I’ve long been fascinated by the idea of dirigibles replacing jet aircraft. Now I’m looking forward to the first flight of a dirigible with envelope made totally of strong, light weight, efficient solar panels that provide power for silent electric motors. It’s a natural – why is it taking so long?

Also I’ve been enthusiastic about fuel cells as power source for land vehicles. They begin to look ever more promising as electric vehicles begin to lose some of their shine. For one the battery needed to power electric vehicles is no more than an energy storage device that has to be filled up regularly and often with, well, energy.
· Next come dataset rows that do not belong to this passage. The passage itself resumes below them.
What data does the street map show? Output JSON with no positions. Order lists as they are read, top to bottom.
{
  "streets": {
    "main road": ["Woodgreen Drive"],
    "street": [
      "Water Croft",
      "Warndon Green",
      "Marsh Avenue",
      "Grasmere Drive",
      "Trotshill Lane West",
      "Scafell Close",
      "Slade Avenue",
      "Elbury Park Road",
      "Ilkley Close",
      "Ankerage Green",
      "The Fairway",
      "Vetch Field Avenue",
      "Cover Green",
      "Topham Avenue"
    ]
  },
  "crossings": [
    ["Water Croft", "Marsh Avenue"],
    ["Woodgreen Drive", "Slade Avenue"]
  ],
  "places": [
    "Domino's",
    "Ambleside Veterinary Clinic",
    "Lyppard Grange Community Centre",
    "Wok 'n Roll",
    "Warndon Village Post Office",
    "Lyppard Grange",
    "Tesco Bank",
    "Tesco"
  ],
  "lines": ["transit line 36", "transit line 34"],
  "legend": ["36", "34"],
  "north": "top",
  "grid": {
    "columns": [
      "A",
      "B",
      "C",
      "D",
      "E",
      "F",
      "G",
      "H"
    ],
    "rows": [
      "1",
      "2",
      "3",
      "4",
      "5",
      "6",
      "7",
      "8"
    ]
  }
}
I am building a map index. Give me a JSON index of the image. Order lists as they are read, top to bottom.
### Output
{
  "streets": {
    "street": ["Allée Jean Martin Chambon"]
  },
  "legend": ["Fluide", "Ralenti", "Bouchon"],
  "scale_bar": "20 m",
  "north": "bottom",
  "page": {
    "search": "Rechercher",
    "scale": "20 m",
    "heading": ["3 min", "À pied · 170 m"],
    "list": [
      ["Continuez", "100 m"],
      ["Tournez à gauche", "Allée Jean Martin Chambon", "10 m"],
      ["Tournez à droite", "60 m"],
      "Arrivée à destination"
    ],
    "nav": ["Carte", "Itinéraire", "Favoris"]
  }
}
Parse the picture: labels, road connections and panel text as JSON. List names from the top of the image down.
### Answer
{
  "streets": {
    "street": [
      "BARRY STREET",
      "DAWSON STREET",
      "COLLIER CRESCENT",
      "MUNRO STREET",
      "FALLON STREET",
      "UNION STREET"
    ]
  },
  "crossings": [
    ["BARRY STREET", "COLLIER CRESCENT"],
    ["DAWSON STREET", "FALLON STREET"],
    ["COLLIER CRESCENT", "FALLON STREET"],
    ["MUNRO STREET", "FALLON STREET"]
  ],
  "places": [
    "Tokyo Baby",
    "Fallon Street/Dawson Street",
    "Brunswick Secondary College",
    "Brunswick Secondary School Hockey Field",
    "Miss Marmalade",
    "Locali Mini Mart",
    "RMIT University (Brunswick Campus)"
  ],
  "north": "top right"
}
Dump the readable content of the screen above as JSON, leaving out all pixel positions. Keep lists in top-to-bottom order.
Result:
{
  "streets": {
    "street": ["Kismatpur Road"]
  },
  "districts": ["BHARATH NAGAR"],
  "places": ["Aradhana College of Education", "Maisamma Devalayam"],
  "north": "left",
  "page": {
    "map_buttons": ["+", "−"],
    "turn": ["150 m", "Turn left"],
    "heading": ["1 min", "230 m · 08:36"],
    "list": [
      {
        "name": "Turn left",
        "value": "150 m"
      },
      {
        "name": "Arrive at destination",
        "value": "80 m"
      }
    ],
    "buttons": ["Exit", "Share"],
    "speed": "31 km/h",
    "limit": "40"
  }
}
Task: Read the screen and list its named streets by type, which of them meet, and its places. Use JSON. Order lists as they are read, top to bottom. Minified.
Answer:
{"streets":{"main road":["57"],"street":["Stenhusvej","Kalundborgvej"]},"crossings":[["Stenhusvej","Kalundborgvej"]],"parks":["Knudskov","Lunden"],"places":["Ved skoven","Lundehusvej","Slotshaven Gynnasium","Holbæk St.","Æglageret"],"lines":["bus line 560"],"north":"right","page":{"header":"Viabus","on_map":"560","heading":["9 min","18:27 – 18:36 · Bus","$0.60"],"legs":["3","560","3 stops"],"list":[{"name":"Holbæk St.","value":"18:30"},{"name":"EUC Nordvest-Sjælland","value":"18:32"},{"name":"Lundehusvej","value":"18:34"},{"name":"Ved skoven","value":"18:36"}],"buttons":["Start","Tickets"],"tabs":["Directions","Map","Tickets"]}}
Of course Lithium as mineral base for these batteries has been the buzz word for some time but nickel and zinc based batteries, especially the zinc-air storage battery, apparently have distinct advantages.

But even given a really good storage battery hydrogen fuel cells seem to me certain to take their place. Iceland pioneered – and still leads - in the fuel cell vehicle effort. There was a slight - and scary - hiccup when the financial crisis put a damper on their enthusiasm for almost anything innovative. For a while it looked like the hydrogen project would get shelved in favor of electric vehicles. Ford, though, sent Iceland another 10 FCV’s (that – I think - brings the total to 22) and for that and other reasons Iceland’s hydrogen project got new legs.

What could be better than a vehicle that runs on plentiful hydrogen and emits only water? Sounds great but there’s of course the big hitch – where do you get the hydrogen? You can get it from some fossil fuels - gases - but there you are, just about where you started. The hope is that ultimately water will provide the hydrogen but again that chemical process, electrolysis, requires an external energy source. Solar power - maybe geothermal power - could conceivably provide the answer.

At any rate Iceland is far from alone in the effort. I’ve been surprised to find out that the U.S. Department of Energy is deeply engaged in hydrogen research. And, even more surprising to me, that California has a good many fuel cell vehicles on the road along with several hydrogen stations throughout the state to service them.

Another good sign is that universities, with government support and encouragement, are also in the mix. For instance the University of North Florida, just today, July 1st, secured $9.4 million for fuel cell development.

And so fuel cells appear alive and well. I don’t believe that I’ll be looking to buy an EV of any type given FCV's promising prospects.